‘Don’t Drink Water’: outdated but effective


IF YOU GO

What: “Don’t Drink the Water”

Where: New Castle Playhouse, 212 E. Long Ave., New Castle, Pa.

When: Weekends through Feb. 27. Friday and Saturday shows start at 7:30 p.m.; Sunday shows start at 2 p.m.

Reservations: call 724-654-3437

By Milan Paurich

entertainment@vindy.com

NEW CASTLE, Pa.

Woody Allen’s “Don’t Drink the Water” probably seemed dated when it first opened on Broadway in November 1966. Because the play’s broad, sitcommy humor derives from the earliest days of television, it’s only fitting that “Honeymooners” star Jackie Gleason would have headlined the terrible 1969 movie version (Allen himself directed and starred in a superior 1994 TV version of the play).

Written at a time when Allen aspired to be the next Neil Simon rather than an American Ingmar Bergman, “Water” is filled with then-topical references to Secretary of State Dean Rusk, Esquire Magazine and Cold War skullduggery. As a nostalgic curio, the play has its undeniable charms. It’s a classically structured farce, delivers its laugh lines on cue and leaves you with a smile on your face.

That’s also a pretty good description of the Caryn Leslie-directed production of “Don’t Drink the Water” that opened last weekend at the New Castle Playhouse. It moves at a fairly zippy pace, features some outstanding comic performances (by Phillip Clark Jr. and Aaron Zimmerman in particular) and pleasantly kills two midwinter hours of your life. What Leslie and her gifted cast can’t do, however, is convince us that Allen’s retrograde chestnut needed to be resurrected in the first place. Like the Monkees and “Laugh-In,” some ’60s artifacts look better in our rose-colored memory banks than in the actual light of day.

During a vacation in Eastern Europe, persnickety New Jersey caterer Walter Hollander (Clark), his wife, Marion (a brassy Tammy Erkman), and daughter Susan (fetching ingenue Corina Dougherty) are chased by secret police chief Krojack (Jack Burford) into the American Embassy. Amateur shutterbug Walter accidentally has taken some photos of a top-secret military installation.

Sequestered in the embassy, Susan strikes up a flirtation with the ambassador’s screw-up son, Axel (Zimmerman, immensely winning), who’s working on a plan to help the family escape. As it turns out, the Hollanders’ temporary refuge is a veritable haven for eccentrics/stereotypes. There’s a loopy chef (Ken Cole); a mad hatter of a Catholic priest (Dave Dougherty); an unctuous petit bureaucrat (Brandon McCormick); and even a visiting Sultan (Anthony Geramita) and his wife (Helen Marie Gould). Ironically, the flagrantly non-PC humor is one of the most likable aspects of the show.

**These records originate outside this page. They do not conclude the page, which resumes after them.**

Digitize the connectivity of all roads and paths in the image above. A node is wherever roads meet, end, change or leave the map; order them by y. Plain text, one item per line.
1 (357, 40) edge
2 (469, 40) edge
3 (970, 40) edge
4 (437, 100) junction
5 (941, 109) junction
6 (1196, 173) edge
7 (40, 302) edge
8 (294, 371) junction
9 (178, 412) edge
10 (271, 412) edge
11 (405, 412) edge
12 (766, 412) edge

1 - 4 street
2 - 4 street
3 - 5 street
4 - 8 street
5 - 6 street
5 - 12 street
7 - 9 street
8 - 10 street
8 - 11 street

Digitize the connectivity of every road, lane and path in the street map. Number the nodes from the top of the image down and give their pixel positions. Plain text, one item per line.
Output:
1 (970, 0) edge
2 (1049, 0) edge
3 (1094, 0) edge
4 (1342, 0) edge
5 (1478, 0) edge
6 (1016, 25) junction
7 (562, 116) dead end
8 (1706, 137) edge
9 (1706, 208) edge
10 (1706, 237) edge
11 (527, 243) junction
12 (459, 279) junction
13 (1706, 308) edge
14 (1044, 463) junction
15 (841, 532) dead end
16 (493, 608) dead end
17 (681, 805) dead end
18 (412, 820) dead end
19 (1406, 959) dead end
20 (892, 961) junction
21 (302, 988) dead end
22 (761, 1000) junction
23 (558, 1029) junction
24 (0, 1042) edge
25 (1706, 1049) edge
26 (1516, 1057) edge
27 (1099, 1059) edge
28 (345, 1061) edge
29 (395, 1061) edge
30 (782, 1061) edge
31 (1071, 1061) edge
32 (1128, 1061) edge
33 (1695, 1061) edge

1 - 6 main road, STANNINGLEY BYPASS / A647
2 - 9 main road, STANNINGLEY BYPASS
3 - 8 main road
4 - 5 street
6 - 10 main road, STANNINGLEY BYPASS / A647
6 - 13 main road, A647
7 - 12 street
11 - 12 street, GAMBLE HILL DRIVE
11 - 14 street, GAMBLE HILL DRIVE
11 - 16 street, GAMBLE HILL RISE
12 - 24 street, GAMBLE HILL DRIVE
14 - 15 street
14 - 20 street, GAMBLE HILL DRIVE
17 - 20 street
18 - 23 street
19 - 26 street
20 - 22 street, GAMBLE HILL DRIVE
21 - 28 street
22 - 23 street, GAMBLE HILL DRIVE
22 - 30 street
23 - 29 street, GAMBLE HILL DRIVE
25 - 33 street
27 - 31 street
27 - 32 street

Annette Crowe’s garish costumes amusingly capture the horror-show fashions that prevailed in the 1960s (Erkman’s Marion gets the best/worst of it), and Paula R. Ferguson’s neatly functional set design gets the job done.

While it’s doubtful that anyone will ever confuse “Water” with top-drawer Allen (he didn’t really find his unique comic voice until three years later with “Take the Money and Run”), the play remains a fascinating steppingstone in the artistic development of one of America’s greatest multihyphenate talents.